For employees hired after the implementation of the Public Employees Pension Reform Act in January 2013, CalPERS estimates they will contribute an average of 1.2% to 1.5% more to their pensions. These changes will come into effect for school employees, excluding teachers, in July 2022 and will be enacted for most other local government employees in July 2023.

“We understand that the law will affect the dues that PEPRA employees pay, and we will make sure to communicate this information accurately so that they fully understand the change,” CalPERS CEO Marcie Frost said in a statement. “And we know that even the smallest change to our portfolio can impact employers’ bottom line, especially as they recover from a global health and economic crisis. We are committed to working with our employer partners to ensure they have the resources they need to plan their budgets and prepare for the future.

CalPERS is the nation’s largest public defined-benefit pension, with a current total fund market value of $495 billion. The pension fund serves more than two million members and manages benefits for approximately 1.5 million members through its health program.

Yet despite being the largest pension fund in the nation, it is California’s least funded pension program, according to 2020 data from Truth in Accounting, a nonpartisan think tank.
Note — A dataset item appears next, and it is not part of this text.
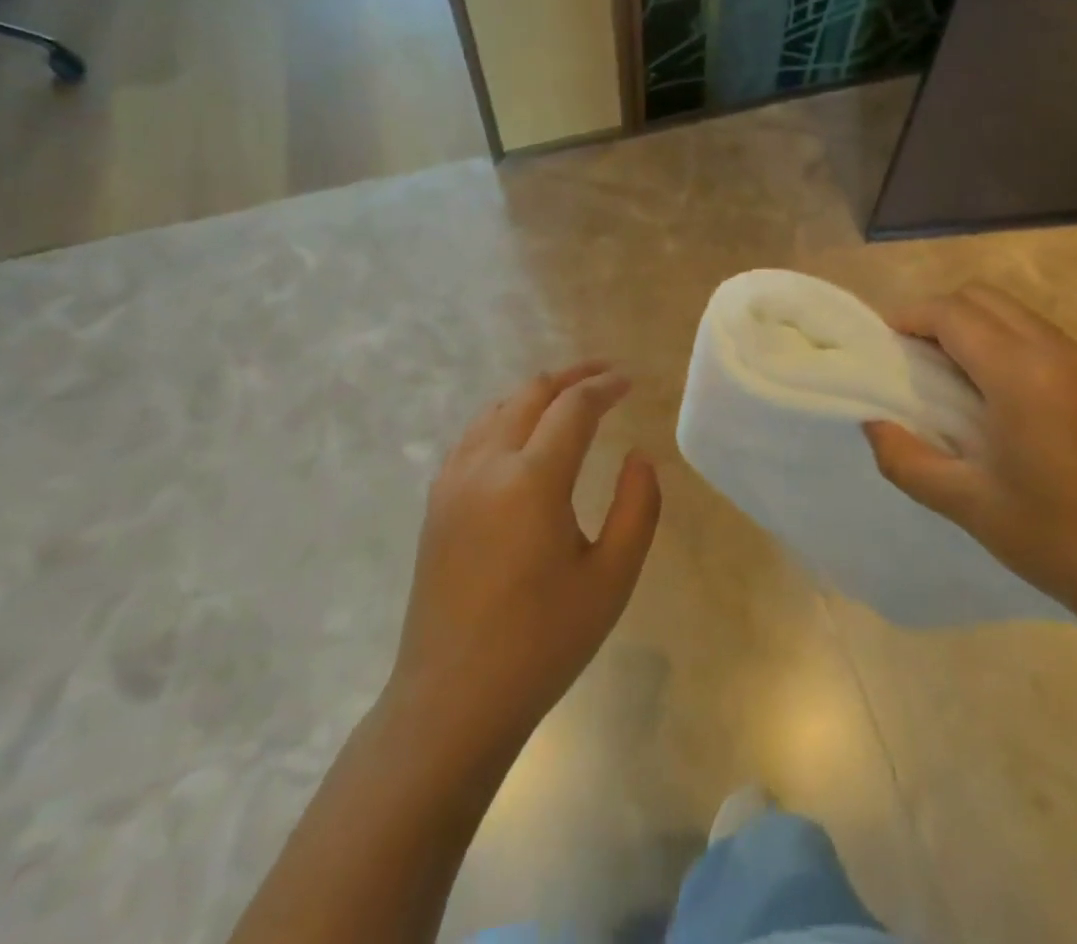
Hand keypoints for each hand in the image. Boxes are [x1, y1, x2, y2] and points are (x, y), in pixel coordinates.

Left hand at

While promising about $531.2 billion in earnings, CalPERS is only about 70% funded, meaning the fund has pledged more than $158 billion that the projected assets could not cover.

Bill Bergman, director of research at Truth in Accounting, said CalPERS’ decision to require an increase in employee dues is a marginal solution to a much bigger problem.

“CalPERS remains primarily invested in risky assets to justify its rate of return and discount rate assumption, and this poses a threat to California taxpayers (and others) that deserves broader awareness and concern,” said Mr. Bergman at The Center Square. “The increased contribution requirements faced by government employees are only marginal and fall far short of what is needed for CalPERS to dig the hole it has dug.”

Monday’s board decision came just months after CalPERS announced historic gains in investment returns in the 2020-21 fiscal year. The organization reported a net return of 21.3% between June 2020 and June 2021.

The windfall profits will go towards long-term debt that local governments are paying in addition to retirement costs, the Sacramento Bee reported. This means that debt payments will decrease for local governments while ordinary pension prices will increase, resulting in a slight decrease in the average cost of pensions for local governments.

Madison Hirneisen covers California for The Center Square.